BEGIN Stored data
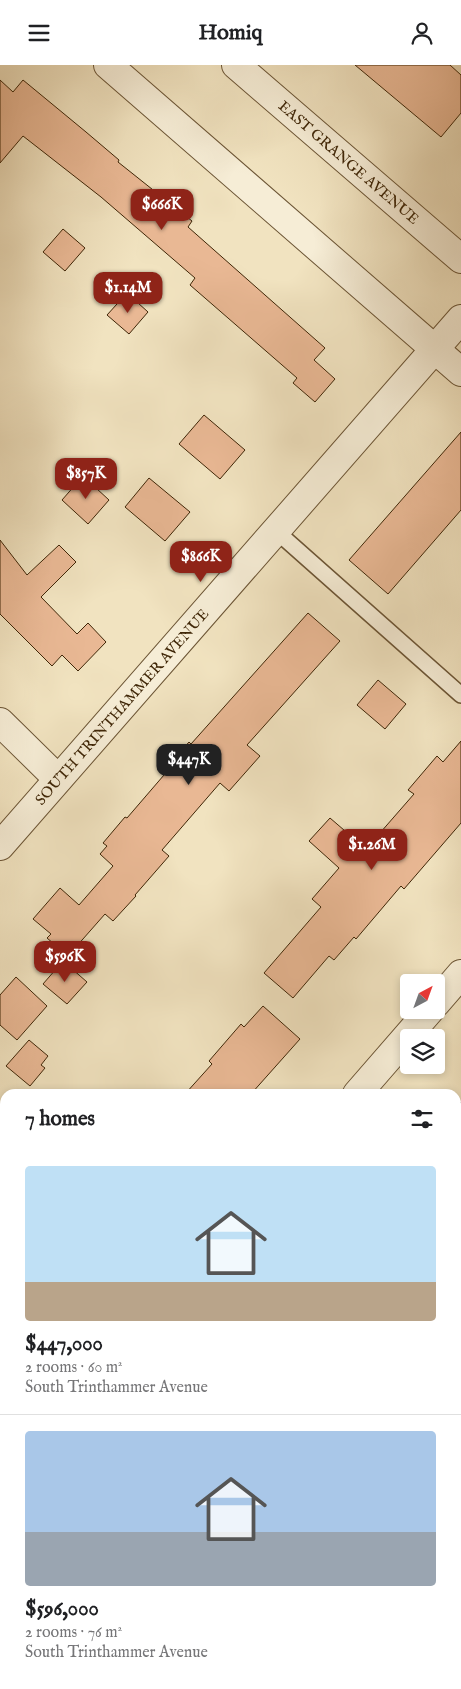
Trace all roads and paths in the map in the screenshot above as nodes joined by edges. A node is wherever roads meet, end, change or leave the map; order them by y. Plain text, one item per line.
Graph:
1 (108, 65) edge
2 (236, 65) edge
3 (461, 259) edge
4 (461, 319) edge
5 (435, 349) junction
6 (461, 372) edge
7 (275, 530) junction
8 (461, 695) edge
9 (0, 722) edge
10 (58, 779) junction
11 (0, 845) edge
12 (461, 975) edge
13 (445, 993) edge
14 (422, 1019) edge
15 (361, 1089) edge

1 - 5 street
2 - 3 street, EAST GRANGE AVENUE
4 - 5 street, SOUTH TRINTHAMMER AVENUE
5 - 6 street
5 - 7 street, SOUTH TRINTHAMMER AVENUE
7 - 8 lane
7 - 10 street, SOUTH TRINTHAMMER AVENUE
9 - 10 street
10 - 11 street, SOUTH TRINTHAMMER AVENUE
12 - 13 street
14 - 15 street

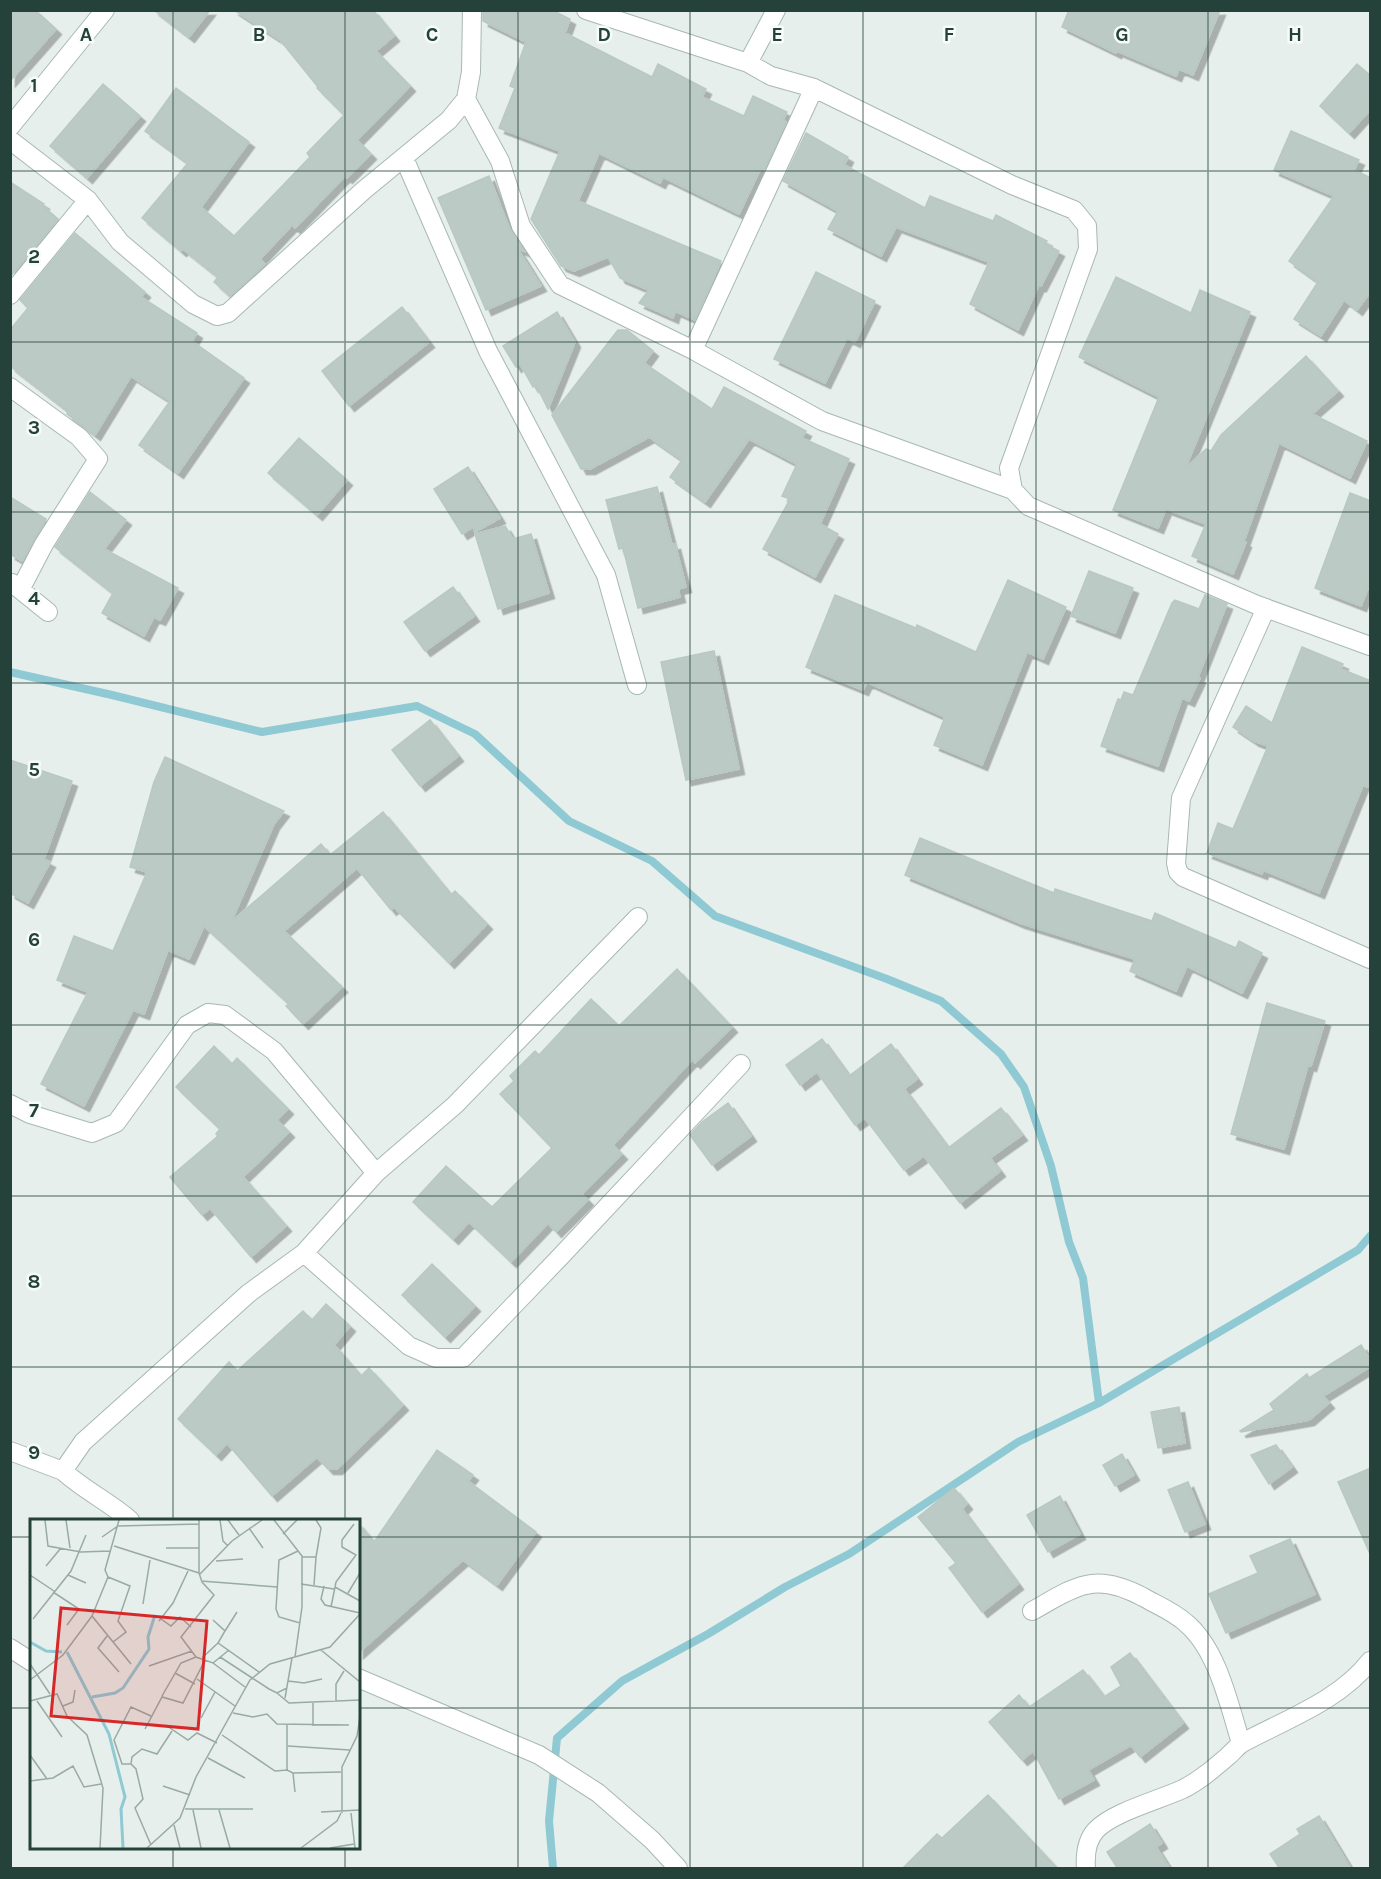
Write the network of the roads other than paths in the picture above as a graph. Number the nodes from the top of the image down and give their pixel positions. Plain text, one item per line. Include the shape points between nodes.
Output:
1 (105, 10) edge
2 (586, 10) edge
3 (776, 10) edge
4 (468, 11) edge
5 (748, 63) junction
6 (814, 88) junction
7 (466, 99) junction
8 (10, 126) edge
9 (10, 140) edge
10 (404, 158) junction
11 (88, 200) junction
12 (10, 295) edge
13 (693, 350) junction
14 (10, 387) edge
15 (1012, 490) junction
16 (16, 585) edge
17 (1266, 608) junction
18 (48, 612) dead end
19 (1371, 646) edge
20 (637, 685) dead end
21 (638, 917) dead end
22 (1371, 959) edge
23 (741, 1064) dead end
24 (10, 1104) edge
25 (376, 1173) junction
26 (304, 1253) junction
27 (10, 1451) edge
28 (63, 1471) junction
29 (128, 1519) edge
30 (1032, 1611) dead end
31 (10, 1648) edge
32 (30, 1661) edge
33 (1371, 1661) edge
34 (360, 1679) edge
35 (1241, 1743) junction
36 (678, 1869) edge
37 (1086, 1869) edge

1 - 8 street
2 - 5 street
3 - 5 street
4 - 7 street via 471,72
5 - 6 street via 771,76
6 - 13 street
6 - 15 street via 1001,180 1074,210 1087,226 1088,249 1009,468
7 - 10 street via 449,120
7 - 13 street via 500,161 522,226 560,285
9 - 11 street
10 - 11 street via 228,313 217,316 193,304 120,242
10 - 20 street via 488,351 606,575
11 - 12 street
13 - 15 street via 822,421
14 - 16 street via 79,437 98,459
15 - 17 street via 1028,506
16 - 18 street
17 - 19 street
17 - 22 street via 1180,798 1178,872
21 - 25 street via 454,1105
23 - 26 street via 463,1358 436,1358 409,1346
24 - 25 street via 92,1133 116,1123 187,1025 208,1013 225,1016 274,1050
25 - 26 street
26 - 28 street via 249,1293 83,1442
27 - 28 street
28 - 29 street
30 - 35 street via 1073,1589 1103,1583 1131,1591 1187,1623 1206,1647 1221,1677
31 - 32 street
33 - 35 street via 1341,1689
34 - 36 street via 539,1755 598,1793
35 - 37 street via 1210,1772 1184,1788 1108,1820 1095,1831 1085,1851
END Stored data
— Task directions —
Only lines holding the word "dead" are wanted, so copy each of them from the records above.

— Output of the task —
18 (48, 612) dead end
20 (637, 685) dead end
21 (638, 917) dead end
23 (741, 1064) dead end
30 (1032, 1611) dead end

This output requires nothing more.